Due to the extremity of the damage to the bonnet I felt the need for a closed cell structure pad to gain a little extra heat whilst polishing to ensure best level of cut from teh medium grade polish. Combination chosen and worked extremely well was Scholl concepts orange sandwhich pad and S17+. After a couplle of set's the finish was far more vibrant and far less tarnished...





































At this point I did my usual trick and marked out all the RDS areas to which were needing some localised attention...










Opting for Lake country purple foamed wool pad and S17+ in keeping with the lesser aggressive and slower ethic to not jeopardise clear coat once again...










Stubborn RDS rounded to take the eye away from the offending scratch. Sometimes, these things have to be left behind in the quest of doing what is right for the vehicle and its precious paintwork.










Choosing 3M yellow for its open cell structure to keep temperatures down and gain lesser aggressive cut from S17+ followed by










3M blue with ultrafina SE to sharpen, jewel and add crispness the finish we are left with...



















Check over for any left over polishing oils...




























Stepping round the the lesser tarnished passenger wing. 2 sets with 3M yellow and S17+ as a medium polish erring towards lesser aggressive would do the trick. Refined with 3M blue and ultrafina SE leaving a near on faultless panel...










Pillar was next to be tackled and took a single hit from a generic closed cell polishing pad, S17+ and refined once again with UF se and 3M blue...










Tackling the roof with a slightly mixed combination of wool, S17+ and a small dose of 3M fast cut plus for first initial cut with extra bite...




























Polished and refined in the same way as other panels thus far to leave this...




























Tricky little area where the spoiler meets the tailgate was dealt with by hand to ensure no potential strike through on teh edges which on these areas are quite easily done...



















3-4 attempts were required to gain a passable level of defect removal...










Rear end tidied up leaving still the odd little RDS but in general, well improved...



















Round to the drivers side where things got even more fun and interesting. Greeted with plenty of overspray and after repair holograms...





































Still measuring as we go...










After correction process...





































By now I think all will have an idea of what extent was being done to get the car looking all uniform. Vehicle was taken out for a rinse down, dried and continuing with all the finishing aspects. Paintwork cleansed with an all in one cleanser with sealant...










Leaving the paintwork creaking clean and ready for LSP...
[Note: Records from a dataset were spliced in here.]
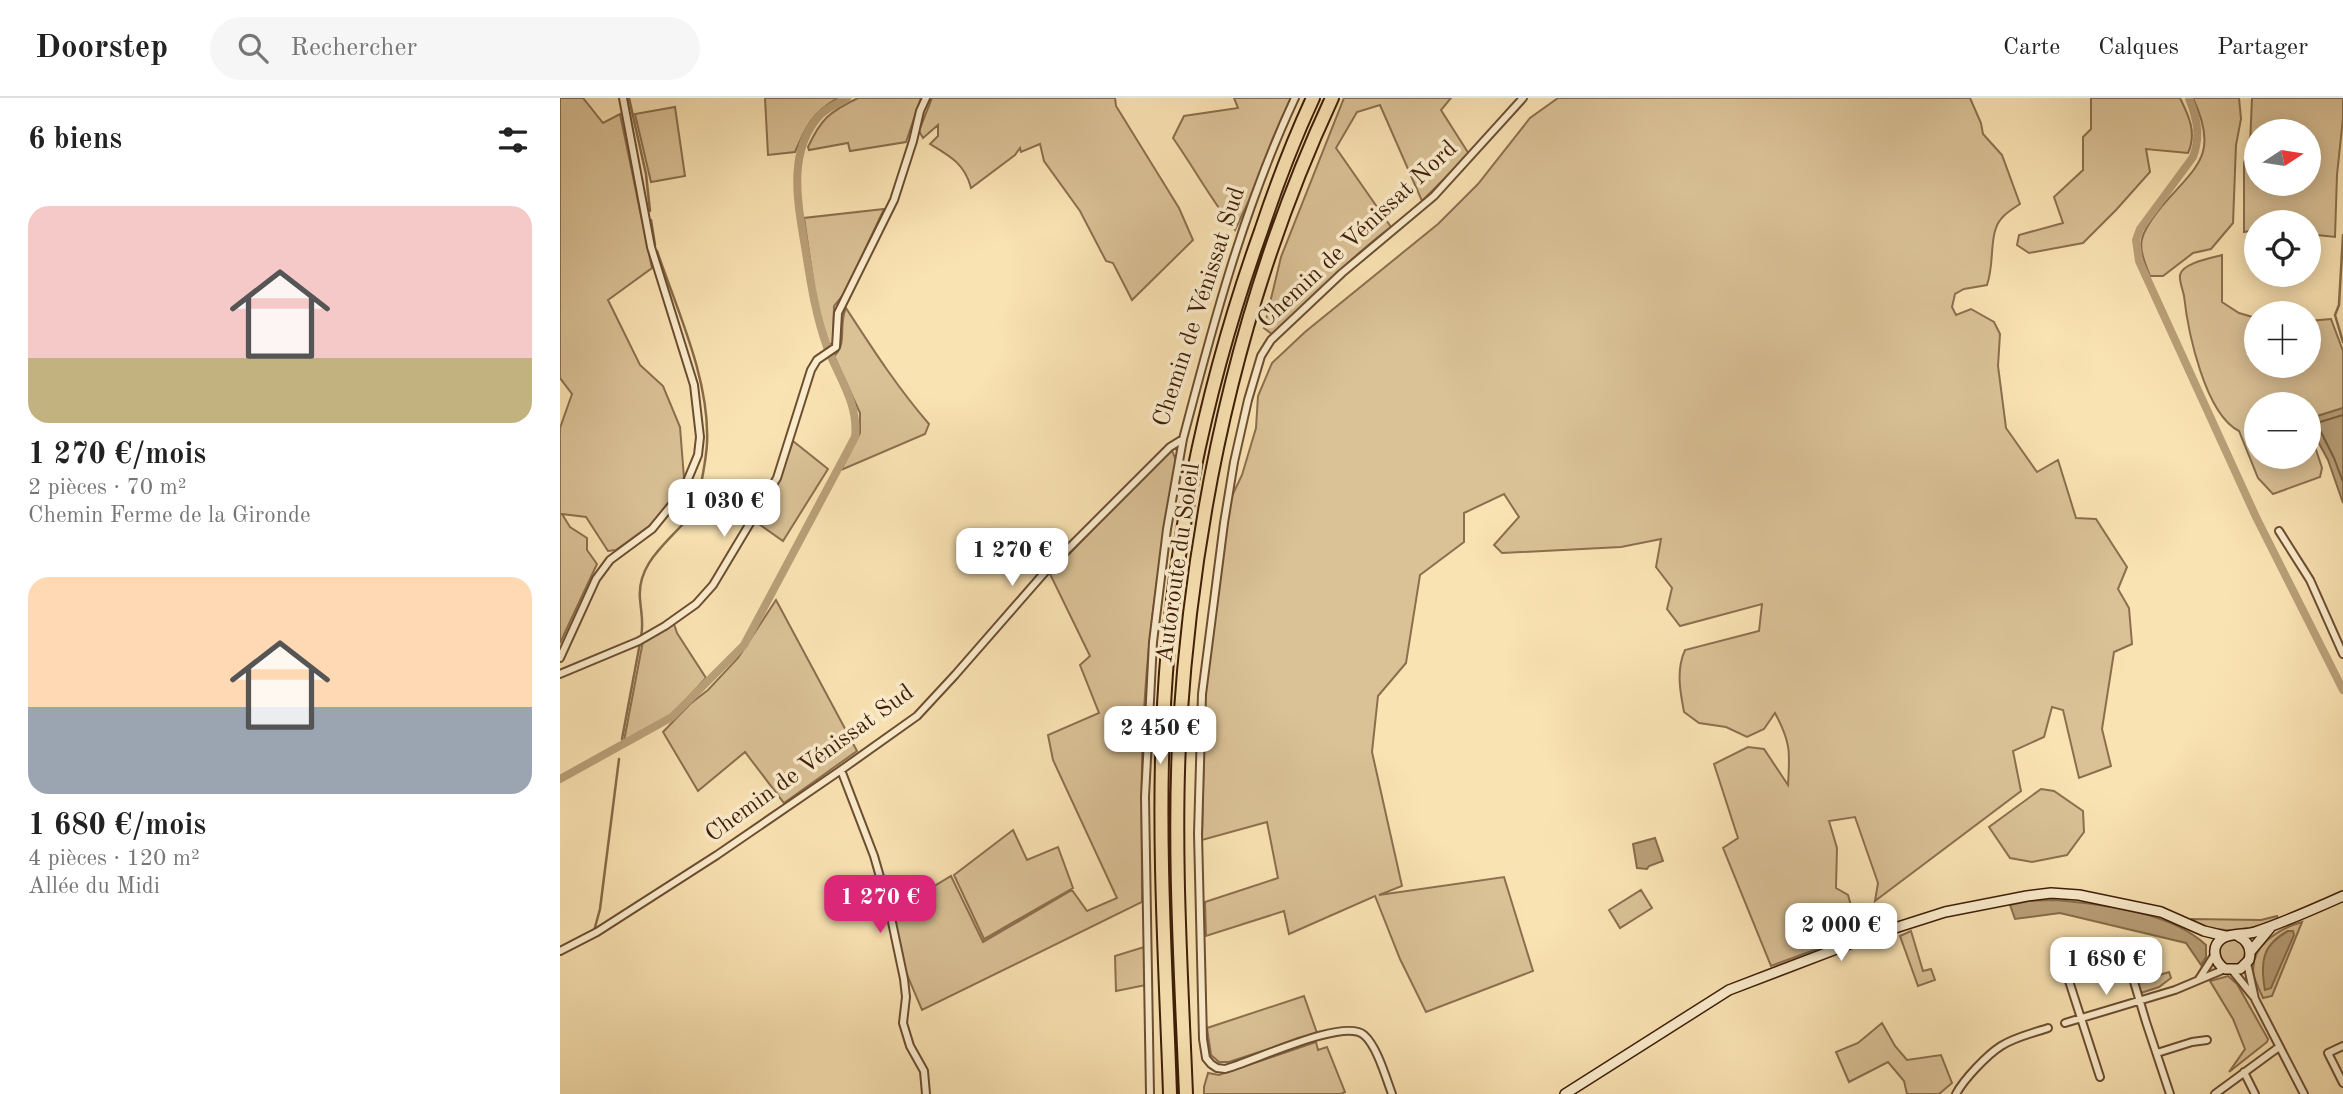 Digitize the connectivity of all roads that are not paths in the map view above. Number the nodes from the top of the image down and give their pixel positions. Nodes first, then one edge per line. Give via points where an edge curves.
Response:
1 (624, 98) edge
2 (926, 98) edge
3 (1295, 98) edge
4 (1313, 98) edge
5 (1332, 98) edge
6 (1523, 98) edge
7 (1182, 439) junction
8 (2279, 531) dead end
9 (2343, 654) edge
10 (560, 658) edge
11 (560, 674) edge
12 (841, 770) junction
13 (2343, 897) edge
14 (2271, 926) junction
15 (2204, 931) junction
16 (2225, 936) junction
17 (2238, 936) junction
18 (2058, 947) dead end
19 (560, 951) edge
20 (2215, 951) junction
21 (2250, 952) junction
22 (2126, 956) dead end
23 (2247, 963) junction
24 (2229, 970) junction
25 (2199, 979) junction
26 (2255, 999) junction
27 (2139, 1000) junction
28 (2080, 1018) junction
29 (2065, 1023) dead end
30 (2048, 1028) dead end
31 (2207, 1040) dead end
32 (2343, 1046) edge
33 (2279, 1047) junction
34 (2157, 1053) junction
35 (2328, 1053) junction
36 (2320, 1056) dead end
37 (2244, 1072) junction
38 (2100, 1077) dead end
39 (2343, 1083) edge
40 (926, 1094) edge
41 (1150, 1094) edge
42 (1170, 1094) edge
43 (1186, 1094) edge
44 (1392, 1094) edge
45 (1565, 1094) edge
46 (1956, 1094) edge
47 (2170, 1094) edge
48 (2215, 1094) edge
49 (2255, 1094) edge
50 (2304, 1094) edge

1 - 10 street via 651,247 694,385 698,456 683,491 652,529 603,568
2 - 11 street via 894,200 838,313 836,348 811,370 777,478 713,585 665,626
3 - 7 street, Chemin de Vénissat Sud via 1227,278
4 - 42 highway, Autoroute du Soleil via 1285,162 1228,329 1183,532 1163,727 1161,831
5 - 43 highway, Autoroute du Soleil via 1261,282 1231,390 1198,551 1180,725 1178,831
6 - 44 street, Chemin de Vénissat Nord via 1434,196 1342,273 1261,356 1234,462 1219,563 1202,694 1198,834 1206,1058 1225,1069 1325,1034 1352,1030 1372,1045
7 - 12 street, Chemin de Vénissat Sud via 1045,572 916,716
7 - 41 street via 1153,642 1145,797
8 - 9 street via 2310,580
12 - 19 street, Chemin de Vénissat Sud via 597,932
12 - 40 street via 889,908 904,979 903,1023 924,1071
13 - 14 main road
14 - 17 main road
14 - 21 main road
15 - 16 main road
15 - 20 main road
15 - 45 main road via 2151,909 2079,895 2051,893 1945,912 1729,990
16 - 17 main road
16 - 20 main road
17 - 21 main road
18 - 28 street
20 - 24 main road via 2217,962
20 - 25 street
21 - 23 main road
22 - 27 street
23 - 24 main road
23 - 26 street
24 - 25 street
24 - 26 street
25 - 27 street
26 - 33 street
27 - 28 street
27 - 34 street
28 - 29 street
28 - 38 street
30 - 46 street via 2001,1046
31 - 34 street
32 - 35 street
33 - 37 street
33 - 50 street
34 - 47 street
35 - 36 street
35 - 39 street
37 - 48 street
37 - 49 street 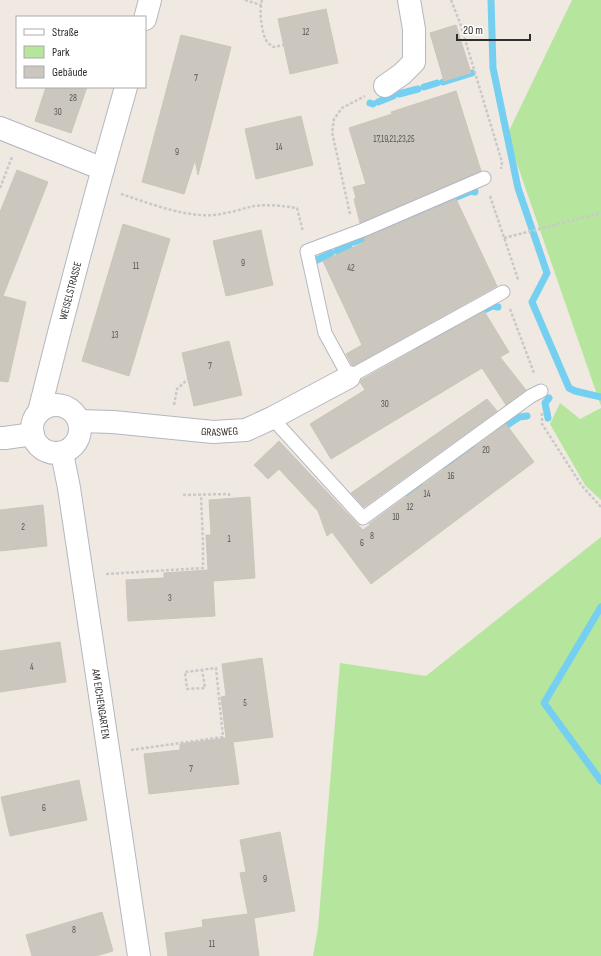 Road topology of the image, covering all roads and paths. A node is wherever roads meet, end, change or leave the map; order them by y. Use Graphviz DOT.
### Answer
graph roads {
  1 [pos="150,0"];
  2 [pos="245,0"];
  3 [pos="262,0"];
  4 [pos="409,0"];
  5 [pos="451,0"];
  6 [pos="261,5"];
  7 [pos="146,16"];
  8 [pos="284,45"];
  9 [pos="385,86"];
  10 [pos="126,88"];
  11 [pos="0,128"];
  12 [pos="20,136"];
  13 [pos="100,178"];
  14 [pos="484,178"];
  15 [pos="0,188"];
  16 [pos="601,213"];
  17 [pos="354,233"];
  18 [pos="504,238"];
  19 [pos="307,251"];
  20 [pos="503,292"];
  21 [pos="348,378"];
  22 [pos="188,379"];
  23 [pos="541,391"];
  24 [pos="39,412"];
  25 [pos="272,418"];
  26 [pos="78,421"];
  27 [pos="171,427"];
  28 [pos="33,434"];
  29 [pos="0,438"];
  30 [pos="62,452"];
  31 [pos="183,495"];
  32 [pos="201,495"];
  33 [pos="229,499"];
  34 [pos="601,507"];
  35 [pos="103,574"];
  36 [pos="202,670"];
  37 [pos="123,751"];
  38 [pos="139,956"];
  1 -- 7 [label="street"];
  2 -- 6 [label="path"];
  3 -- 6 [label="path"];
  4 -- 9 [label="street"];
  5 -- 14 [label="path"];
  6 -- 8 [label="path"];
  9 -- 17 [label="path"];
  10 -- 13 [label="street, WEISELSTRASSE"];
  11 -- 12 [label="street"];
  12 -- 13 [label="street"];
  12 -- 15 [label="path"];
  13 -- 19 [label="path"];
  13 -- 24 [label="street, WEISELSTRASSE"];
  14 -- 17 [label="lane"];
  14 -- 18 [label="path"];
  16 -- 18 [label="path"];
  17 -- 19 [label="lane"];
  18 -- 20 [label="path"];
  19 -- 21 [label="lane"];
  20 -- 21 [label="lane"];
  20 -- 23 [label="path"];
  21 -- 25 [label="street, GRASWEG"];
  22 -- 27 [label="path"];
  23 -- 25 [label="lane"];
  23 -- 34 [label="path"];
  24 -- 26 [label="street"];
  24 -- 28 [label="street"];
  25 -- 27 [label="street, GRASWEG"];
  26 -- 27 [label="street, GRASWEG"];
  26 -- 30 [label="street"];
  28 -- 29 [label="street"];
  28 -- 30 [label="street"];
  30 -- 38 [label="street, AM EICHENGARTEN"];
  31 -- 32 [label="path"];
  32 -- 33 [label="path"];
  32 -- 35 [label="path"];
  36 -- 36 [label="path"];
  36 -- 37 [label="path"];
}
Even the lights needed attention. The lights were in a sorry state including some lovable overspray yet again courtesy of the paintshop. These were corrected with a generic waffle polishing pad and S17+ with a drop of ultrafina SE to lubricate and keep temperature slightly lower.

Rear Before...










After...










Before...










After...










Headlights before...










After...










Before...










After...










Seals fed...










Relevant trim dressed with dyonisus trim glitz ( still a favourite due to durability )...










Wheels sealed with Zymol coat ( No affiliation with brand just choose to use the product )...










Tyres dressed with a gel product I quite like atm from Carchem...










Nice combination...










Let's get rid of this nasty advertising material...










Glass cleaned with Carchem glass cleaner...



















Grilles and arches dressed with Carpro pearl then on to LSP choosing Zymol concourse ( no affiliation just choose to use the product ) for its slight warm hue it gives tpo the finish...



















Left to cure for 40 minutes giving chance for a brew and a little rest...










Final wipe down with a QD / sealant combo and brought out into the summer sun...









































































































Thanks for making it this far and hope you all enjoyed.


----------



## Scrim-1- (Oct 8, 2008)

Very nice work, great write up.


----------



## tonyy (Jul 26, 2008)

Great work..


----------



## Short1e (Apr 5, 2009)

Nice flake popping!!

The CarChem products (tyre gel and glass cleaner) is awesome stuff...

Nice work


----------



## The Cueball (Feb 8, 2007)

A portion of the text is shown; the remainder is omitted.